Before Christ came, there was no bread in the world, just as Paradise, the place were Adam was, had many trees to nourish the animals but no wheat to sustain man. Man used to feed like the animals, but when Christ came, the perfect man, he brought bread from heaven in order that man might be nourished with the food of man.

The preached sobriety of the Christians was no pretext, but perfectly lined up with reality. Since incessant warfare fuelled inflation, ever more people in need chose Christian bread above the classic festivals with always more pomposity and always less to eat. Simultaneously ever more aristocrats chose to turn their back to the official religion before they went bankrupt. Justin Martyr, one of the first upper class citizens switching camps, quoted Isaiah in his defence, with Yahweh saying:

the fat of lambs and the blood of bulls I do not desire. For who hath required this at your hands? But loose every bond of wickedness, tear asunder the tight knots of violent contracts, cover the houseless and naked, deal thy bread to the hungry.551

But wealthy converts had to deliver one way or another: Christian leaders sent spies after candidate members, and youth squads did not hesitate to dispose of cheaters. The Acts of Apostles relates about Ananias and his wife, who sold their land but had only handed in part of the revenue. Both paid with their lives:

Peter said, Ananias, why hath Satan filled thine heart to lie to the Holy Ghost, and to keep back part of the price of the land? Whiles it remained, was it not thine own? And after it was sold, was it not in thine own power? Why hast thou conceived this thing in thine heart? Thou hast not lied unto men, but unto God. And Ananias hearing these words fell down, and gave up the ghost: and great fear came on all them that heard these things. And the young men arose, wound him up, and carried him out, and buried him.552

A few hours later his wife Sapphira ignorantly arrived at the get-together of her new social circle. The young thugs disposed of her as they had disposed of her husband.
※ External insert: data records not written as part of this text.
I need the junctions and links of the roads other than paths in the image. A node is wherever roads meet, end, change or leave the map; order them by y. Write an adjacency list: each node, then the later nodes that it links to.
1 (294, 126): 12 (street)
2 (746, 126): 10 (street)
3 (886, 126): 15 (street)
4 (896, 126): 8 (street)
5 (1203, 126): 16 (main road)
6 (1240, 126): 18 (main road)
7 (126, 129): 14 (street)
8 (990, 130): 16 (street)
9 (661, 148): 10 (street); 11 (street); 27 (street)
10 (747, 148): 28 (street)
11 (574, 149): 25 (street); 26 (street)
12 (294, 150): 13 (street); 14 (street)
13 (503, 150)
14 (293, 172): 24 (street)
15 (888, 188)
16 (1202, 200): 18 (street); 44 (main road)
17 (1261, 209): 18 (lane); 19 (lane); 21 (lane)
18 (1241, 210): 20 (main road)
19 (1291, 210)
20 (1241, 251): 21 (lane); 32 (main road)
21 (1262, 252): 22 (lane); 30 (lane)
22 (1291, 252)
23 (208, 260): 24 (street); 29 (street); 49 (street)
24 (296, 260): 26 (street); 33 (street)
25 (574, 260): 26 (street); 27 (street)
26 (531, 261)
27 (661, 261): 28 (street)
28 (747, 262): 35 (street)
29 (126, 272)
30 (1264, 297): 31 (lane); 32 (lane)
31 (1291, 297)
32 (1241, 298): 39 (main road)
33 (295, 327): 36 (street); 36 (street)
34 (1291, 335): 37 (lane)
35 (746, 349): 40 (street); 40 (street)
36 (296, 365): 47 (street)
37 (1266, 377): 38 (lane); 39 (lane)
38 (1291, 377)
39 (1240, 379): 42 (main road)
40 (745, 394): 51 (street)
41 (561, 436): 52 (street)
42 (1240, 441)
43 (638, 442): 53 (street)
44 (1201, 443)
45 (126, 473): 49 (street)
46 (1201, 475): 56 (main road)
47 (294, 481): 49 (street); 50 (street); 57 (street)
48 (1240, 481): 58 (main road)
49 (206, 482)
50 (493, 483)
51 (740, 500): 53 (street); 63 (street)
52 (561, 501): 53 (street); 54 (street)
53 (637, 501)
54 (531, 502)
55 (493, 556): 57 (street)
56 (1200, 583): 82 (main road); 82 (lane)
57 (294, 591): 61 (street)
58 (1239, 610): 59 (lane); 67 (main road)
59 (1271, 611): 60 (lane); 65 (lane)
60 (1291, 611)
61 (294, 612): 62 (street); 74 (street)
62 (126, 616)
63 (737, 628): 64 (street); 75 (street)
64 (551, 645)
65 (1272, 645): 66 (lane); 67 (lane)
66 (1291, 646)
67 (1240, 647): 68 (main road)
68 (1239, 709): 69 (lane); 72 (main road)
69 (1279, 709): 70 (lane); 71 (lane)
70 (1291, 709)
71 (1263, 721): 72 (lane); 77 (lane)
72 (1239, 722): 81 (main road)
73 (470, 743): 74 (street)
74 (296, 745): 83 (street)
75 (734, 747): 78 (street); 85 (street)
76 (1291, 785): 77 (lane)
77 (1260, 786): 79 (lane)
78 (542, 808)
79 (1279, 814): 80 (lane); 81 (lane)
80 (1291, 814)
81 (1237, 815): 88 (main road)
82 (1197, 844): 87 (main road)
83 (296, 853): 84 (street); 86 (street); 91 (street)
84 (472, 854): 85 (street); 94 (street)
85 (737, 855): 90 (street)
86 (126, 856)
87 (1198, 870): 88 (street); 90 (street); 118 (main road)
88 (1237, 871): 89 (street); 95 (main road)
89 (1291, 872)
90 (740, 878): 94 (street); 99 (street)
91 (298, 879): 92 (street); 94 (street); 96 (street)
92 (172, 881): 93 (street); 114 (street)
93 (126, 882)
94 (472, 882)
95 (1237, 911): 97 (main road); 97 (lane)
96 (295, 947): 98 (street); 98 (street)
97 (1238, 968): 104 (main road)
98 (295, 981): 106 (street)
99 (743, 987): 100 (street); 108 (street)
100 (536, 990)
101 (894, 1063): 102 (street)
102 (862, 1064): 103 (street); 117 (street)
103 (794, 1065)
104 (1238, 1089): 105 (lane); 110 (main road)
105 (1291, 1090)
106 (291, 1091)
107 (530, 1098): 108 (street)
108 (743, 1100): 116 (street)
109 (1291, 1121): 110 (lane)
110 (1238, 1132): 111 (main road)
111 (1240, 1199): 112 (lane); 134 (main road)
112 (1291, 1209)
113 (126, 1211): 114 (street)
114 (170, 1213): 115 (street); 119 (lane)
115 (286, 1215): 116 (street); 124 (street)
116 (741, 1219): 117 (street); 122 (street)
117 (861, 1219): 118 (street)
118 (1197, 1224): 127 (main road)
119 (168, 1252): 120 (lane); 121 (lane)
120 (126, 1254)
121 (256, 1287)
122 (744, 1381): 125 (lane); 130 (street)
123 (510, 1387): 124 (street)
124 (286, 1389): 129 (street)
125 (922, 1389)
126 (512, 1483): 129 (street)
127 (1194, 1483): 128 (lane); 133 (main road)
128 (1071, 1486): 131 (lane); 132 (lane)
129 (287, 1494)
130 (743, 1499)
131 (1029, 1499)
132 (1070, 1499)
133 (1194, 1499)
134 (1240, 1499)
The heathen part of the Roman population, anxious to preserve the decaying temple economy to which they had always turned to overcome hard times, experienced the Christian evasion much as deprived people today feel about tax dodgers. It was taken as a malicious deathblow, sometimes even as the essential cause of the decline of the classical ways of life.

Constantine: in search of a war god equal to enemy magic

In the fourth century CE, Christian politics started to pay off. Constantine the Great murdered five or more of his relatives, including one of his wives and his oldest son, and collaborated with German tribes of the Christian creed to submit Rome. The Christian tradition says that Constantine became a Christian because of a vision, but this is an interesting misreading of the source. Eusebius, the biographer of Constantine who knew him in person, clearly writes that Constantine chose the Christian god out of war tactics.

Being convinced, however, that he needed some more powerful aid than his military forces could afford him, on account of the wicked and magical enchantments which were so diligently practised by the tyrant, he sought divine assistance. [..] He considered, therefore, on what god he might rely for protection and assistance.553

Those who ‘had marched to the battle-field under the protection of a multitude of gods, had met with a dishonourable end’, while the Christian god had given many manifestations of his power and delivered military victories. Only after the calculated choice of an efficient war god, Constantine got a vision about a new corresponding standard for his troops, and somewhat later chose the Christians for his new bureaucracy, rather than the decomposing establishment.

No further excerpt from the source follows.